La plus avancée peut-être de toutes ces amies et celle de toutes qui exerça sur la destinée de Fénelon la plus profonde influence, ce fut la duchesse de Charost, fille de Fouquet; son père était un homme de grande piété et fort dévoué à madame Guyon (Corr. XI, 131). Elle voyait souvent cette dame, et ce fut chez elle que Fénelon la vit la première fois. Ce fut elle aussi qui la présenta dans la société de l'hôtel Beauvilliers, car les filles de Colbert se distinguaient par les mêmes sentiments de piété que la fille de Fouquet. Ainsi que son mari, Armand de Béthune, duc de Charost, elle survécut peu à Fénelon, à qui elle demeura tendrement attachée.

Madame la marquise de Lambert, qui n'est connue aux gens de lettres que par le charme de son style et la délicatesse de son goût, était aussi (IV, 225) de ses correspondantes les plus heureuses. Elle aimait à lui dire que les idées les meilleures qui se trouvaient dans ses écrits à elle, dans son Avis d'une mère à son fils et son Avis d'une mère à sa fille, lui étaient venus à la lecture du Télémaque et du Traité de l'éducation des filles. On sait l'influence que cette charmante femme exerça sur la société la plus polie de son temps. Or, elle était essentiellement une femme vouée aux voies intérieures, ou aux voies de la perfection, comme disent les mystiques.

CHAPITRE XXIX

Le second groupe.

Madame Guyon dans ses dernières années.

Madame de La Maisonfort à Meaux. Le siècle.

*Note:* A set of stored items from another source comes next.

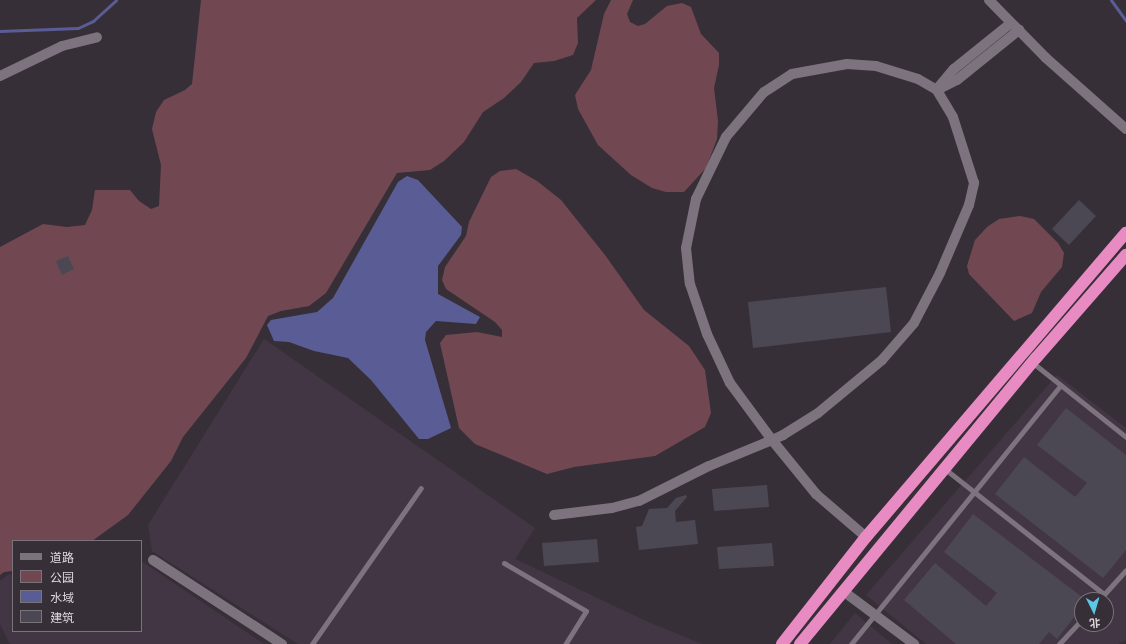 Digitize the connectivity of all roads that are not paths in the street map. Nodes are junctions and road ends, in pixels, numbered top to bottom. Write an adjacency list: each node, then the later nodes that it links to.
1 (989, 0): 2 (street)
2 (1011, 22): 3 (street); 6 (street)
3 (1018, 30): 6 (street); 7 (street)
4 (97, 37): 5 (street)
5 (0, 76)
6 (937, 90): 13 (street); 13 (street)
7 (1126, 129)
8 (1126, 233): 18 (highway)
9 (1126, 254): 10 (highway)
10 (1032, 362): 11 (lane); 14 (highway)
11 (1061, 385): 12 (lane); 16 (lane)
12 (1126, 437)
13 (772, 440): 17 (street); 18 (street)
14 (944, 468): 16 (lane); 22 (highway)
15 (421, 488): 28 (lane)
16 (974, 492): 23 (lane); 25 (lane)
17 (554, 516)
18 (866, 537): 30 (highway)
19 (153, 560): 27 (street)
20 (504, 564): 29 (lane)
21 (1126, 570): 24 (lane)
22 (843, 590): 25 (street); 31 (highway)
23 (1101, 592)
24 (1106, 592)
25 (875, 614): 32 (lane); 33 (street)
26 (1074, 628): 34 (lane)
27 (282, 644)
28 (312, 644)
29 (565, 644)
30 (782, 644)
31 (800, 644)
32 (851, 644)
33 (914, 644)
34 (1059, 644) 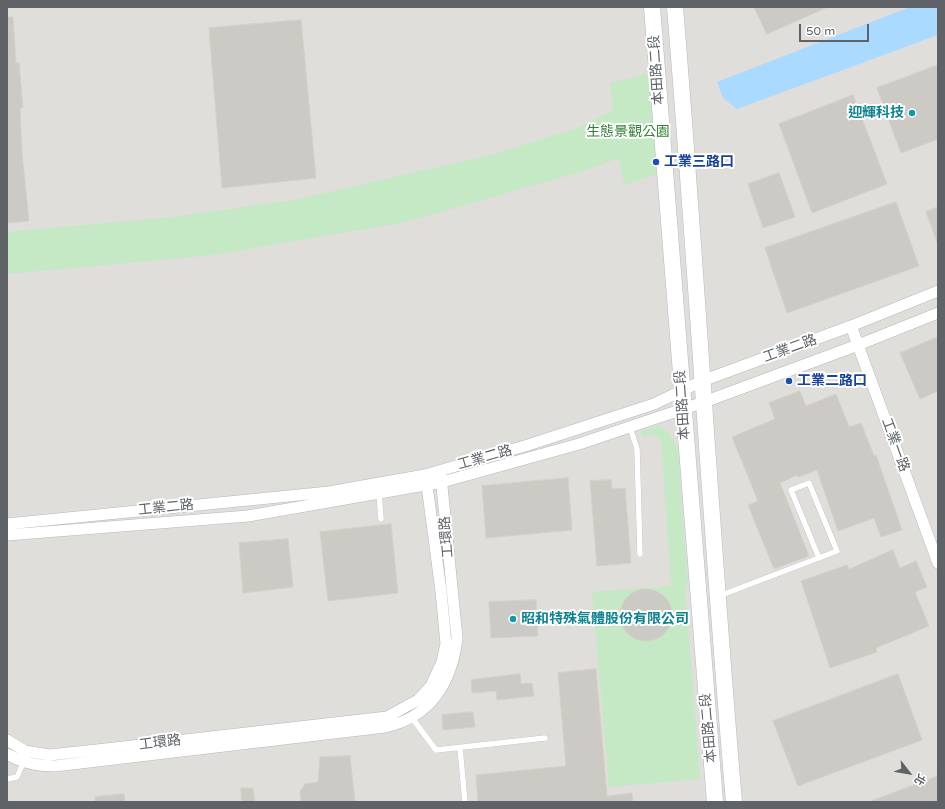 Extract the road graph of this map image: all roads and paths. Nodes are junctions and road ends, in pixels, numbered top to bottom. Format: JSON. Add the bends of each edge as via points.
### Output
{"nodes":[{"id":1,"x":652,"y":7,"type":"edge"},
{"id":2,"x":675,"y":7,"type":"edge"},
{"id":3,"x":938,"y":291,"type":"edge"},
{"id":4,"x":938,"y":313,"type":"edge"},
{"id":5,"x":852,"y":326,"type":"junction"},
{"id":6,"x":858,"y":345,"type":"junction"},
{"id":7,"x":702,"y":381,"type":"junction"},
{"id":8,"x":682,"y":390,"type":"junction"},
{"id":9,"x":704,"y":402,"type":"junction"},
{"id":10,"x":683,"y":409,"type":"junction"},
{"id":11,"x":630,"y":427,"type":"junction"},
{"id":12,"x":531,"y":444,"type":"junction"},
{"id":13,"x":533,"y":457,"type":"junction"},
{"id":14,"x":440,"y":471,"type":"junction"},
{"id":15,"x":426,"y":480,"type":"junction"},
{"id":16,"x":442,"y":482,"type":"junction"},
{"id":17,"x":378,"y":489,"type":"junction"},
{"id":18,"x":217,"y":503,"type":"junction"},
{"id":19,"x":139,"y":511,"type":"junction"},
{"id":20,"x":87,"y":516,"type":"junction"},
{"id":21,"x":217,"y":518,"type":"junction"},
{"id":22,"x":381,"y":519,"type":"dead end"},
{"id":23,"x":7,"y":524,"type":"edge"},
{"id":24,"x":140,"y":524,"type":"junction"},
{"id":25,"x":29,"y":528,"type":"junction"},
{"id":26,"x":88,"y":528,"type":"junction"},
{"id":27,"x":7,"y":535,"type":"edge"},
{"id":28,"x":640,"y":554,"type":"dead end"},
{"id":29,"x":819,"y":558,"type":"junction"},
{"id":30,"x":938,"y":563,"type":"edge"},
{"id":31,"x":716,"y":597,"type":"junction"},
{"id":32,"x":448,"y":603,"type":"junction"},
{"id":33,"x":406,"y":708,"type":"junction"},
{"id":34,"x":412,"y":718,"type":"junction"},
{"id":35,"x":286,"y":734,"type":"junction"},
{"id":36,"x":545,"y":738,"type":"dead end"},
{"id":37,"x":7,"y":740,"type":"edge"},
{"id":38,"x":460,"y":748,"type":"junction"},
{"id":39,"x":123,"y":753,"type":"junction"},
{"id":40,"x":7,"y":754,"type":"edge"},
{"id":41,"x":50,"y":754,"type":"junction"},
{"id":42,"x":24,"y":756,"type":"junction"},
{"id":43,"x":50,"y":766,"type":"junction"},
{"id":44,"x":7,"y":779,"type":"edge"},
{"id":45,"x":465,"y":802,"type":"edge"},
{"id":46,"x":715,"y":802,"type":"edge"},
{"id":47,"x":734,"y":802,"type":"edge"}],
"edges":[{"from":1,"to":8,"type":"street","name":"本田路二段"},
{"from":2,"to":7,"type":"street","name":"本田路二段"},
{"from":3,"to":5,"type":"street","name":"工業二路"},
{"from":4,"to":6,"type":"street","name":"工業二路"},
{"from":5,"to":6,"type":"street","name":"工業一路"},
{"from":5,"to":7,"type":"street","name":"工業二路"},
{"from":6,"to":9,"type":"street","name":"工業二路"},
{"from":6,"to":30,"type":"street","name":"工業一路"},
{"from":7,"to":8,"type":"street","name":"工業二路"},
{"from":7,"to":9,"type":"street","name":"本田路二段"},
{"from":8,"to":10,"type":"street","name":"本田路二段"},
{"from":8,"to":12,"type":"street","name":"工業二路","via":[[654,404]]},
{"from":9,"to":10,"type":"street","name":"工業二路"},
{"from":9,"to":31,"type":"street","name":"本田路二段"},
{"from":10,"to":11,"type":"street","name":"工業二路"},
{"from":10,"to":46,"type":"street","name":"本田路二段"},
{"from":11,"to":13,"type":"street","name":"工業二路"},
{"from":11,"to":28,"type":"lane","via":[[637,449]]},
{"from":12,"to":13,"type":"street"},
{"from":12,"to":14,"type":"street","name":"工業二路"},
{"from":13,"to":16,"type":"street","name":"工業二路"},
{"from":14,"to":15,"type":"street","name":"工業二路"},
{"from":14,"to":16,"type":"street","name":"工環路"},
{"from":15,"to":16,"type":"street","name":"工業二路"},
{"from":15,"to":17,"type":"street","name":"工業二路"},
{"from":15,"to":32,"type":"street","name":"工環路"},
{"from":16,"to":32,"type":"street","name":"工環路"},
{"from":17,"to":18,"type":"street","name":"工業二路"},
{"from":17,"to":21,"type":"street","name":"工業二路","via":[[248,516]]},
{"from":17,"to":22,"type":"lane"},
{"from":18,"to":19,"type":"street","name":"工業二路"},
{"from":18,"to":21,"type":"street"},
{"from":19,"to":20,"type":"street","name":"工業二路"},
{"from":19,"to":24,"type":"street"},
{"from":20,"to":25,"type":"street","name":"工業二路"},
{"from":20,"to":26,"type":"street"},
{"from":21,"to":24,"type":"street","name":"工業二路"},
{"from":23,"to":25,"type":"street","name":"工業二路"},
{"from":24,"to":26,"type":"street","name":"工業二路"},
{"from":25,"to":26,"type":"street","name":"工業二路"},
{"from":25,"to":27,"type":"street","name":"工業二路"},
{"from":29,"to":29,"type":"lane","via":[[837,551],[809,483],[791,490]]},
{"from":29,"to":31,"type":"lane"},
{"from":31,"to":47,"type":"street","name":"本田路二段"},
{"from":32,"to":33,"type":"street","name":"工環路","via":[[446,644],[442,662],[430,686],[418,700]]},
{"from":32,"to":34,"type":"street","name":"工環路","via":[[456,638],[450,672],[443,686],[424,710]]},
{"from":33,"to":34,"type":"street"},
{"from":33,"to":35,"type":"street","name":"工環路","via":[[387,717]]},
{"from":34,"to":35,"type":"street","name":"工環路","via":[[386,727]]},
{"from":34,"to":38,"type":"lane","via":[[436,750]]},
{"from":35,"to":39,"type":"street","name":"工環路"},
{"from":36,"to":38,"type":"lane"},
{"from":37,"to":42,"type":"street","name":"工環路"},
{"from":38,"to":45,"type":"lane"},
{"from":39,"to":41,"type":"street","name":"工環路"},
{"from":39,"to":43,"type":"street","name":"工環路"},
{"from":40,"to":42,"type":"street","name":"工環路"},
{"from":41,"to":42,"type":"street","name":"工環路"},
{"from":41,"to":43,"type":"street"},
{"from":42,"to":43,"type":"street","name":"工環路","via":[[36,765]]},
{"from":42,"to":44,"type":"lane","via":[[17,777]]}]}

Le groupe de beaucoup le plus nombreux de tous, c'est celui des disciples éloignés, des lecteurs et des admirateurs qui, sans être en correspondance ou en relation avec Fénelon, suivaient les voies qu'il indiquait, soit dans son livre des Maximes, soit dans ses Lettres spirituelles; de ces adhérents il avait conquis un nombre considérable pendant sa brillante polémique avec les trois prélats ses adversaires.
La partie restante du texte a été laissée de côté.